Pharmacotherapy treatment patterns at hospital discharge and clinical outcomes among patients with heart failure with reduced ejection fraction

Chronic Dis Transl Med. 2023 Feb 8;9(2):154-163. doi: 10.1002/cdt3.59. eCollection 2023 Jun.

Abstract

Background: This study aimed to assess the prescribing patterns of evidence-based pharmacotherapy and their association with clinical outcomes in patients with heart failure with reduced ejection fraction (HFrEF) in Thailand.

Methods: A retrospective cohort study of patients with HFrEF was conducted. Treatment with a β-blocker and renin-angiotensin system inhibitors (RASIs) with or without mineralocorticoid receptor antagonists (MRAs) at discharge was regarded as guideline-directed medical therapy (GDMT). All others were considered non-GDMT. The primary endpoint was the composite of all-cause mortality or heart failure (HF) rehospitalization. Inverse-probability-treatment-weighted adjusted Cox proportional hazard models were used to examine the treatment effects.

Results: In total, 653 patients with HFrEF (mean age 64.1 ± 14.3 years; 55.9% male) were included. GDMT with β-blockers and RASIs with or without MRAs was prescribed at a rate of 35.4%. During a median of 1-year follow-up, 167 patients (27.5%) had a composite event, 81 patients (13.3%) had all-cause mortality, and 109 patients (18.0%) had HF rehospitalization. Patients treated with GDMT at discharge showed significantly lower rates of the primary endpoint (adjusted hazard ratio [HR] 0.63; 95% CI 0.44-0.89; p = 0.009) compared with patients who did not receive GDMT. The use of GDMT was also associated with a significantly lower risk of all-cause mortality (adjusted HR 0.59; 95% CI 0.36-0.98; p = 0.045) and HF rehospitalization (adjusted HR 0.65; 95% CI 0.43-0.96; p = 0.031).

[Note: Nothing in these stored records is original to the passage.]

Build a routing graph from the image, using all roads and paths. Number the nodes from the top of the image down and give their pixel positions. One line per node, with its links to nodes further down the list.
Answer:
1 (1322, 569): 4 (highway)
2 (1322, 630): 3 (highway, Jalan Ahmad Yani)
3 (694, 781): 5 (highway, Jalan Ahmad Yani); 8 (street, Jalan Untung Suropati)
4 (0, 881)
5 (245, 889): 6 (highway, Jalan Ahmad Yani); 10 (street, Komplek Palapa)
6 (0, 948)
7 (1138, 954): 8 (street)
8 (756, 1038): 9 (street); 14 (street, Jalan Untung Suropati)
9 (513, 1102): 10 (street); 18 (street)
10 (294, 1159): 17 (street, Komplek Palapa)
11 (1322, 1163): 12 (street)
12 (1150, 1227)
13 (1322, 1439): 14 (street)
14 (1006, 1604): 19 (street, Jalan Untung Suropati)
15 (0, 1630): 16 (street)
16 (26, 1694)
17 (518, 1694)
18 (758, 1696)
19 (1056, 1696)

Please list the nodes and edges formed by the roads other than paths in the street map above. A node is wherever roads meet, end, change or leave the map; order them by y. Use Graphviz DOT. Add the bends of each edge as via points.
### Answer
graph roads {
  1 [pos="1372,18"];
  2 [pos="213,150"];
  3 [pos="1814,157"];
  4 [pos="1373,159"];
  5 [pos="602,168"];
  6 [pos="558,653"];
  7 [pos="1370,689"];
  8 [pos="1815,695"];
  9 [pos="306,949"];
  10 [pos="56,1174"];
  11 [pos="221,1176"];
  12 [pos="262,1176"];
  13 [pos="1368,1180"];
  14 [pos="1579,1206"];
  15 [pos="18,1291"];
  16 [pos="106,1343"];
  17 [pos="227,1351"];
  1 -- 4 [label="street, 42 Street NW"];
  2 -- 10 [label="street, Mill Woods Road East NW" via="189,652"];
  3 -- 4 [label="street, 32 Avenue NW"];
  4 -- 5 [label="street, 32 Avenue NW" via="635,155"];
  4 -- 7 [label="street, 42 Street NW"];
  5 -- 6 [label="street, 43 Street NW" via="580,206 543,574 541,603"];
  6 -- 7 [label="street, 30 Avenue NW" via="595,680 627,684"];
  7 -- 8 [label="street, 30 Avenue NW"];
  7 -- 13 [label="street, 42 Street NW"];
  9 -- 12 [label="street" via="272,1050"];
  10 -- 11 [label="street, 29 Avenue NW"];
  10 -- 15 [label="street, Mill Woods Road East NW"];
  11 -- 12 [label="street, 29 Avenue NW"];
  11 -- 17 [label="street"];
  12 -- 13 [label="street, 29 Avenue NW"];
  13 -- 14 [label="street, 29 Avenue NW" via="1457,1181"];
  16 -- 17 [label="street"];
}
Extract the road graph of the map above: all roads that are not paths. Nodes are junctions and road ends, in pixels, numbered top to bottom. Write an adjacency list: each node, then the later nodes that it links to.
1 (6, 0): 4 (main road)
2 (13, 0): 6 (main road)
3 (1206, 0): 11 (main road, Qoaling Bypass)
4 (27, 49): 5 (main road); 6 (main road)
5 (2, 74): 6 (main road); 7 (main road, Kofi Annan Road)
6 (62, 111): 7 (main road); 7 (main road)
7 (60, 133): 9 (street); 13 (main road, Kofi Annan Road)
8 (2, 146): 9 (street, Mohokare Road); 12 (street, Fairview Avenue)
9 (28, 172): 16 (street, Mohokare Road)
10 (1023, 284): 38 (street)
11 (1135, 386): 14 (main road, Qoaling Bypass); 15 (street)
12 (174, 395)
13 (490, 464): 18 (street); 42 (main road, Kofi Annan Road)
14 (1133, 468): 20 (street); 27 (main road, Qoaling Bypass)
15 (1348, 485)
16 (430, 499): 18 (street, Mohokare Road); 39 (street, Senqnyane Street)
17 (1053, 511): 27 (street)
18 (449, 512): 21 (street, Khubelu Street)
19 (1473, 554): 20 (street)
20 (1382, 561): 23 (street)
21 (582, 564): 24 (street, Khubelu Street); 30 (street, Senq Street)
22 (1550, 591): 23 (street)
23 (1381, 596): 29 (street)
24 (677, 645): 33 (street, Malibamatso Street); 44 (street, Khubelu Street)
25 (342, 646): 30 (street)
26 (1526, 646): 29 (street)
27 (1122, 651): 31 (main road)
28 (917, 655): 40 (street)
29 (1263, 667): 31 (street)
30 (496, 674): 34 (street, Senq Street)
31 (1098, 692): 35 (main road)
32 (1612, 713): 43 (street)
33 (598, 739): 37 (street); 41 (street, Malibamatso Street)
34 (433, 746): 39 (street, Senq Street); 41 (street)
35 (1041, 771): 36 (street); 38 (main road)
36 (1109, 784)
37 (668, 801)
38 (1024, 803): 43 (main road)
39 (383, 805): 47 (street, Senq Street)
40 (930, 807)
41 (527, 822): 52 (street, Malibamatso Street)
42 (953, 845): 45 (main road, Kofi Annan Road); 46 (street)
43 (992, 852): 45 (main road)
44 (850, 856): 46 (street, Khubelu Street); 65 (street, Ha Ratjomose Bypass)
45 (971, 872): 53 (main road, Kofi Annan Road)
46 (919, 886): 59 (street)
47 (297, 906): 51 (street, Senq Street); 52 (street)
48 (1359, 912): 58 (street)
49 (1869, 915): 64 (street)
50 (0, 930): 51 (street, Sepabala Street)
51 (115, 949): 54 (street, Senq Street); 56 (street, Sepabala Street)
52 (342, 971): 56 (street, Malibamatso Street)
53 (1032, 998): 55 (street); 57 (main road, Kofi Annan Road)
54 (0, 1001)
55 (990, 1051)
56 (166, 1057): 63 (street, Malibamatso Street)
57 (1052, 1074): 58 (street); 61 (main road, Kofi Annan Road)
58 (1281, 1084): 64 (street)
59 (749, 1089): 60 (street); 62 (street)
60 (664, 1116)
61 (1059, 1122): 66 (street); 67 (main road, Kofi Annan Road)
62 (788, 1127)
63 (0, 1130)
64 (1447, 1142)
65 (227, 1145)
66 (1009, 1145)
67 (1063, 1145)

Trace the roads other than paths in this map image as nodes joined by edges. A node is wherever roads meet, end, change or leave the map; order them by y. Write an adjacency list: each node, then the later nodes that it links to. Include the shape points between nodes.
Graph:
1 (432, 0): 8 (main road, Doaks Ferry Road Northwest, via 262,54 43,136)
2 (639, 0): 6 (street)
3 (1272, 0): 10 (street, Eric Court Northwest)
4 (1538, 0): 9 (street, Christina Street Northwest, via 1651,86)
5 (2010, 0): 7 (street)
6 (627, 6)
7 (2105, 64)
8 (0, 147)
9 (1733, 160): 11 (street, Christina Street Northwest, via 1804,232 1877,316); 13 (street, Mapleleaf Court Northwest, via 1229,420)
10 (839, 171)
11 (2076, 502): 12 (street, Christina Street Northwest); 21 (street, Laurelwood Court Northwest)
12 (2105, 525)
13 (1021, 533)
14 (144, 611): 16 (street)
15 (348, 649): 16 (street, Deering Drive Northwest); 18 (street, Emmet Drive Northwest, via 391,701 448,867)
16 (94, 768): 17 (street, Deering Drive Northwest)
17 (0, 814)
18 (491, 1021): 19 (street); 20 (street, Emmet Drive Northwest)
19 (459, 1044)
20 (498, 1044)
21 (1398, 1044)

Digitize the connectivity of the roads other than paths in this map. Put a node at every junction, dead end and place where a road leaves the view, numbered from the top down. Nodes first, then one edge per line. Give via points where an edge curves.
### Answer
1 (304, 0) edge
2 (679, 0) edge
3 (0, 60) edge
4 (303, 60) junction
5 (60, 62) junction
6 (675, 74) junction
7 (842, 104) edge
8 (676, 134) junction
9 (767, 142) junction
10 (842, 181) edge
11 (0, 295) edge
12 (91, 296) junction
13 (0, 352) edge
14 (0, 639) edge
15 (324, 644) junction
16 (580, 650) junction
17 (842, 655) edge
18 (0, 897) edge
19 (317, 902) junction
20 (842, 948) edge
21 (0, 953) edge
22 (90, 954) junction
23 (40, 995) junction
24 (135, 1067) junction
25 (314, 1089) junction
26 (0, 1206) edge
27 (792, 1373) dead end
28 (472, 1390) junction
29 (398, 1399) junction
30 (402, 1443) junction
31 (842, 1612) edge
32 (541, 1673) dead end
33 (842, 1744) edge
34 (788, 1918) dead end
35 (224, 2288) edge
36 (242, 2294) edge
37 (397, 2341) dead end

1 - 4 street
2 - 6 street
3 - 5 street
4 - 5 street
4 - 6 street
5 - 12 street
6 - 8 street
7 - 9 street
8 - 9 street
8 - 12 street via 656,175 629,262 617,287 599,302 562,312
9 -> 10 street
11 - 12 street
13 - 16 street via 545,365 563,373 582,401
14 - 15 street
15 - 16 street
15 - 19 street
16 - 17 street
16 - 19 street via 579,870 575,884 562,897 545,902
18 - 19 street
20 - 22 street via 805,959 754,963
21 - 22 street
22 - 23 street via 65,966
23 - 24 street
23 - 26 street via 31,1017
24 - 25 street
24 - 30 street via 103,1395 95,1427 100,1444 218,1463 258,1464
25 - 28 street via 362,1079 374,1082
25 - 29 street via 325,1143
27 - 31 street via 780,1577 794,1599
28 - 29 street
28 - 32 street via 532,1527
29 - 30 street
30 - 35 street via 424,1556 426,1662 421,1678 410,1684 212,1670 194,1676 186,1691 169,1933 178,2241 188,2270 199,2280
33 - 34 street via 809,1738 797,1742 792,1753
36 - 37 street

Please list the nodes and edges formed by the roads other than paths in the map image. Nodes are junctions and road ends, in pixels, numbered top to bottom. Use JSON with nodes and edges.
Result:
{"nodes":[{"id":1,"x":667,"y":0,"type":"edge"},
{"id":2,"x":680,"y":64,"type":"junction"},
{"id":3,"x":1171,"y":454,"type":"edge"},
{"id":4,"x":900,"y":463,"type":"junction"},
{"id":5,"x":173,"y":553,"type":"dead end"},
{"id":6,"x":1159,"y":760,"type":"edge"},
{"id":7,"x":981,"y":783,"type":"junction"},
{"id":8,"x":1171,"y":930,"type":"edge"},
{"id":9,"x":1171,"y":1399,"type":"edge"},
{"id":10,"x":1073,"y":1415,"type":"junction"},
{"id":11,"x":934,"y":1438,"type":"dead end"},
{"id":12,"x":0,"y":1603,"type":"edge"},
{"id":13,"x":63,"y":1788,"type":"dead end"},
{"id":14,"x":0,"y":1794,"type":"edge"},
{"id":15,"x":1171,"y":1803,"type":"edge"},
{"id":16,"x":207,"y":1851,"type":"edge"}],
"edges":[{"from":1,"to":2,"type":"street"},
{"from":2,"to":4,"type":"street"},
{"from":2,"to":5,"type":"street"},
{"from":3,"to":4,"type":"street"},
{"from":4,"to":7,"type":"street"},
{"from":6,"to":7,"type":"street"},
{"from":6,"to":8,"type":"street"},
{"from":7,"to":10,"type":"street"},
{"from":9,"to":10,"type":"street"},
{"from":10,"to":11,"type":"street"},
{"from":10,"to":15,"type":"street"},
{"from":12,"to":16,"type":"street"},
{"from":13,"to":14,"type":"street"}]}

Conclusions: For HFrEF treatment, GDMT initiation at hospital discharge was associated with a significantly reduced risk of all-cause mortality and HF rehospitalization. Nevertheless, prescribing GDMT remains underused, and it could be encouraged to improve HF outcomes in real-world settings.

Keywords: HFrEF; mortality; real‐world evidence; rehospitalization; treatment patterns.